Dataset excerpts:
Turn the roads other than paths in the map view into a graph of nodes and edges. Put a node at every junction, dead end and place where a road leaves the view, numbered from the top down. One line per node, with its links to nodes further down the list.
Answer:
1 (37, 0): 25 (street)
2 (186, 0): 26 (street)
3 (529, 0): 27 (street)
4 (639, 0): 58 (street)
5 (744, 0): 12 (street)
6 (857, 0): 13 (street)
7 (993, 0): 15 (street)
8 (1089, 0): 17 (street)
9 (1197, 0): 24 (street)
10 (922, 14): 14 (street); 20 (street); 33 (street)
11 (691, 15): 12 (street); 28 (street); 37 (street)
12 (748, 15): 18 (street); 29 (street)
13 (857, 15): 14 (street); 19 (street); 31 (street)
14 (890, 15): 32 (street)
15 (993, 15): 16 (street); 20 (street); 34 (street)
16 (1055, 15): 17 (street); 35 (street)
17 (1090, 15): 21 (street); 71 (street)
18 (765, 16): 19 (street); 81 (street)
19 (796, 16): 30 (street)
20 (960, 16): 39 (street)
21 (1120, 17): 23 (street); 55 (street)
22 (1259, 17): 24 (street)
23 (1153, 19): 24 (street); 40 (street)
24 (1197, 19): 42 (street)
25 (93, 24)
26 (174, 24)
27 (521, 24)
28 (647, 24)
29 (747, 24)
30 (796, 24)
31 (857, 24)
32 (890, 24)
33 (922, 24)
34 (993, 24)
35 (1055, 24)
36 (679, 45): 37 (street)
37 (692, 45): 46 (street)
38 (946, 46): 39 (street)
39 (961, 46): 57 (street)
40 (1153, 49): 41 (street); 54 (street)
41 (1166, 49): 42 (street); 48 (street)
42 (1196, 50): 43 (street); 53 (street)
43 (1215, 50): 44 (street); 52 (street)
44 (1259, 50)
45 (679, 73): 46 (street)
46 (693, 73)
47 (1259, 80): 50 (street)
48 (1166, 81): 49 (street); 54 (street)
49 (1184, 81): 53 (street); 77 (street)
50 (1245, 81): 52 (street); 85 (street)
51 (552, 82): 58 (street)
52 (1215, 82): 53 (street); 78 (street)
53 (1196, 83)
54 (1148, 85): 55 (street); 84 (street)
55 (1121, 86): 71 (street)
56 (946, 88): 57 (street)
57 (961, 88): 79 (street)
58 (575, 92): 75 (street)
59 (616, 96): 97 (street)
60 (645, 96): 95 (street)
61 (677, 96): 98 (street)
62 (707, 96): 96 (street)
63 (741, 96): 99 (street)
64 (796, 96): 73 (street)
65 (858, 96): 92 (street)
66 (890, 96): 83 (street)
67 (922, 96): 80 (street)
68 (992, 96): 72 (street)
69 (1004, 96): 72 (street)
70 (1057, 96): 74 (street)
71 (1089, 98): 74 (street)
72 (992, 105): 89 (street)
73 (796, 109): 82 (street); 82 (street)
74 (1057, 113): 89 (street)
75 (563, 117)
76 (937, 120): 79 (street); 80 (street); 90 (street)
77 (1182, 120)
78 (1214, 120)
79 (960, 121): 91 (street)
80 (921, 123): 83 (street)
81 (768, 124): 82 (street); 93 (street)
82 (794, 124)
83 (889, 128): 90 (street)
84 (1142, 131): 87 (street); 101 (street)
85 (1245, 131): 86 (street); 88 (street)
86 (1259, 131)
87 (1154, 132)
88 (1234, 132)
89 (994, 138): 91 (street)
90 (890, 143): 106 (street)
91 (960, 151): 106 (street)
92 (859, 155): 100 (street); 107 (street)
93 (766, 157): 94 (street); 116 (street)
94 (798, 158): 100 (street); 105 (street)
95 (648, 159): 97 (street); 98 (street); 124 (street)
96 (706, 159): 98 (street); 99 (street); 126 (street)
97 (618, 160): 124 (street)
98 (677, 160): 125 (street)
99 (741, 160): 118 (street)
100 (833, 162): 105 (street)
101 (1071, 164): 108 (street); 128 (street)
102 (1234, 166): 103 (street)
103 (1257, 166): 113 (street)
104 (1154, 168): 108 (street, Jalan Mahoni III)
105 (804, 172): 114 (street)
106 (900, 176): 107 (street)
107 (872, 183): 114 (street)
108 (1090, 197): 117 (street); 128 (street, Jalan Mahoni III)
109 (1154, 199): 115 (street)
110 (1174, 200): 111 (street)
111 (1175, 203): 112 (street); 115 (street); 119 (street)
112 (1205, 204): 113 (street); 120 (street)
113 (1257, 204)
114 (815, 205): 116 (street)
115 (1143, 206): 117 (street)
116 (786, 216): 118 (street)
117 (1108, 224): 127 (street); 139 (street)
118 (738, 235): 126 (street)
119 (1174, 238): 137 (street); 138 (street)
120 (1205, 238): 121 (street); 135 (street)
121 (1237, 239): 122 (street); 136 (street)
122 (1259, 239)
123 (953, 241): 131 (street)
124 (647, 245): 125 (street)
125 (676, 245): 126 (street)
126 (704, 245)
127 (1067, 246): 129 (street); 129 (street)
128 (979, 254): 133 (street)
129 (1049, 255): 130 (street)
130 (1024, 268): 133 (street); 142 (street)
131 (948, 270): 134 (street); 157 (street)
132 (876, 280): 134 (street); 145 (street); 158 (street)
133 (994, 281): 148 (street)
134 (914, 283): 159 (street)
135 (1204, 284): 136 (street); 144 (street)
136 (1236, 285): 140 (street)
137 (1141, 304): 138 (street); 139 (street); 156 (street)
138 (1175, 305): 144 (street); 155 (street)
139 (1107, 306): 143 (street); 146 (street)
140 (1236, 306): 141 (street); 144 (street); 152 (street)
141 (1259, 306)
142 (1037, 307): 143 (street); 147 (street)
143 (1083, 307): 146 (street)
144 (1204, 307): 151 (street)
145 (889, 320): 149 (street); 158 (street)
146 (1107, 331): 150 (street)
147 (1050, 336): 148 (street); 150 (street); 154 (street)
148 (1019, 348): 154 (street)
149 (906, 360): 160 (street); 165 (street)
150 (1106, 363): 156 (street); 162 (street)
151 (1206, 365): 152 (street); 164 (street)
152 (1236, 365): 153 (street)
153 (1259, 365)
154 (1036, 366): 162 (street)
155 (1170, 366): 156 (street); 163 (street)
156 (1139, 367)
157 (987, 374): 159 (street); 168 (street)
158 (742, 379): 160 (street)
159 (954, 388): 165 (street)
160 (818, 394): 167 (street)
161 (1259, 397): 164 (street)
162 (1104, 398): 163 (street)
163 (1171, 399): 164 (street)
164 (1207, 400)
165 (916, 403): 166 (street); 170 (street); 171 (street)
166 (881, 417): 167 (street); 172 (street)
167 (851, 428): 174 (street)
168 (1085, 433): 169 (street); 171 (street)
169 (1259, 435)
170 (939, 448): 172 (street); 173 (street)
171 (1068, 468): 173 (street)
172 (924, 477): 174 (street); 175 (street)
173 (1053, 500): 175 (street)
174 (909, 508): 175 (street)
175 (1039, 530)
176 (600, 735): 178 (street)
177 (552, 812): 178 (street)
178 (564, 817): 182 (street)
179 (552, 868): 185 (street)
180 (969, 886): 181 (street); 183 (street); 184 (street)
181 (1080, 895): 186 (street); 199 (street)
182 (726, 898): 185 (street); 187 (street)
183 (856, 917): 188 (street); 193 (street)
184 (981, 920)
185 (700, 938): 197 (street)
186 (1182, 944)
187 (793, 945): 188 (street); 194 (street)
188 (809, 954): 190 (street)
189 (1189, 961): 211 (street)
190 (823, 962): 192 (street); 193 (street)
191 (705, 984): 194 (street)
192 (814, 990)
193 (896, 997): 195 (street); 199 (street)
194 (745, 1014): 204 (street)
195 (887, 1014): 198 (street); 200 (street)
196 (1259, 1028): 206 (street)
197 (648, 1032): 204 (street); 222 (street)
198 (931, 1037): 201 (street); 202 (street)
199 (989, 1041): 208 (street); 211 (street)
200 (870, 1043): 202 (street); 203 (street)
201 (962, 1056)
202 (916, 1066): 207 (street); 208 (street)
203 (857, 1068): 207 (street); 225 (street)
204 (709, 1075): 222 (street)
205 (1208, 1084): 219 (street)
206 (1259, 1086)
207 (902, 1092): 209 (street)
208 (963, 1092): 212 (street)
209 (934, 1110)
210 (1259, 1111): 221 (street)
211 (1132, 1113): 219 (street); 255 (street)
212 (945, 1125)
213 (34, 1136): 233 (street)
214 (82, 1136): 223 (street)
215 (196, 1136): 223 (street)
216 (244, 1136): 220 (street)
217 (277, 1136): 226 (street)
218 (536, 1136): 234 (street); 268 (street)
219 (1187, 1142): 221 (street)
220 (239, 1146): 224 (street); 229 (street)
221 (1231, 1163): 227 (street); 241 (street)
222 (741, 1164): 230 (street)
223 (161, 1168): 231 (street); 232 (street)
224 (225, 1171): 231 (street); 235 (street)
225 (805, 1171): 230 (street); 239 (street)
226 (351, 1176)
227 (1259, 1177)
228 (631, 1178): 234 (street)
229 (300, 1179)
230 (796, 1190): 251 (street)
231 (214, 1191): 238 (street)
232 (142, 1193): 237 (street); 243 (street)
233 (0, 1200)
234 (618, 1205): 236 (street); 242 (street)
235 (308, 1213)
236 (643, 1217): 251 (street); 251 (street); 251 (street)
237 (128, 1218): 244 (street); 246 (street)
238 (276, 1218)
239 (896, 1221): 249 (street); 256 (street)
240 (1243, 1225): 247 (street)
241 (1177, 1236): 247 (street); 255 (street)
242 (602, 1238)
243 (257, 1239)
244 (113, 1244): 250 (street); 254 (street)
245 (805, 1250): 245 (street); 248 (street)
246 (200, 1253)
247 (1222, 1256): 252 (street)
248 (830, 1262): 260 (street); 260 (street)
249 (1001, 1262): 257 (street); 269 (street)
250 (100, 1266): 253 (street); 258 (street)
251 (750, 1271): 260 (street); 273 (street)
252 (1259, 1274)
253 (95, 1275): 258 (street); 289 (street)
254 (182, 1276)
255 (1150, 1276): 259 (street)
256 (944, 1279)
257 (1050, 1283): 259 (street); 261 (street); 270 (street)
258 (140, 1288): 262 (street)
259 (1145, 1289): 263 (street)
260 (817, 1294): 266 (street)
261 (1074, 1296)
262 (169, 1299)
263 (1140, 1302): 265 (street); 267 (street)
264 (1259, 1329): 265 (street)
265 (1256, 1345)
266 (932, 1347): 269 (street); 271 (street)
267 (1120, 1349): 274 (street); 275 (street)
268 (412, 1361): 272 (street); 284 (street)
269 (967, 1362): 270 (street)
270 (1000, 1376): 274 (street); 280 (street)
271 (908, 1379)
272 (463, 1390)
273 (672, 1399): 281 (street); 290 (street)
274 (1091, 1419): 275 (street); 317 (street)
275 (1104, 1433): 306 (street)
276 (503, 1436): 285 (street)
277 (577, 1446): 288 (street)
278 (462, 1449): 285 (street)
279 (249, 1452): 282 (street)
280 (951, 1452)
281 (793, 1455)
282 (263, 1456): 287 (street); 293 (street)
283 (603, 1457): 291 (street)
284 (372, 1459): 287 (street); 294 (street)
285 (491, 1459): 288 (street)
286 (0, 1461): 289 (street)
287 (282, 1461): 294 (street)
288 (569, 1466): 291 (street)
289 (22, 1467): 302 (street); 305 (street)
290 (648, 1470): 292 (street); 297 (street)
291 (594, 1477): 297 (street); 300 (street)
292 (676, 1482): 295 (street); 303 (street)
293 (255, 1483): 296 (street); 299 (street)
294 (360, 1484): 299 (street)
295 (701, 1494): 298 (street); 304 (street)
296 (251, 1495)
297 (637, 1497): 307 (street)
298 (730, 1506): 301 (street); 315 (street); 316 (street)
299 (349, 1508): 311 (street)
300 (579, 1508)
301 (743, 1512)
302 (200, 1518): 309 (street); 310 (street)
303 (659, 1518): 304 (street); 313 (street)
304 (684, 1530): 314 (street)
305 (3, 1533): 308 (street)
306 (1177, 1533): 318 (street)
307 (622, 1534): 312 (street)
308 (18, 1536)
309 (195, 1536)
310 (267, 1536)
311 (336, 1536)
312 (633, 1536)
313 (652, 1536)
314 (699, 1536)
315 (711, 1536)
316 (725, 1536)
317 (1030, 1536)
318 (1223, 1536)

- **Task objective**
Where does "Mahoni" appear in the records above? Copy every line that has it.

- **Reply to the exercise**
104 (1154, 168): 108 (street, Jalan Mahoni III)
108 (1090, 197): 117 (street); 128 (street, Jalan Mahoni III)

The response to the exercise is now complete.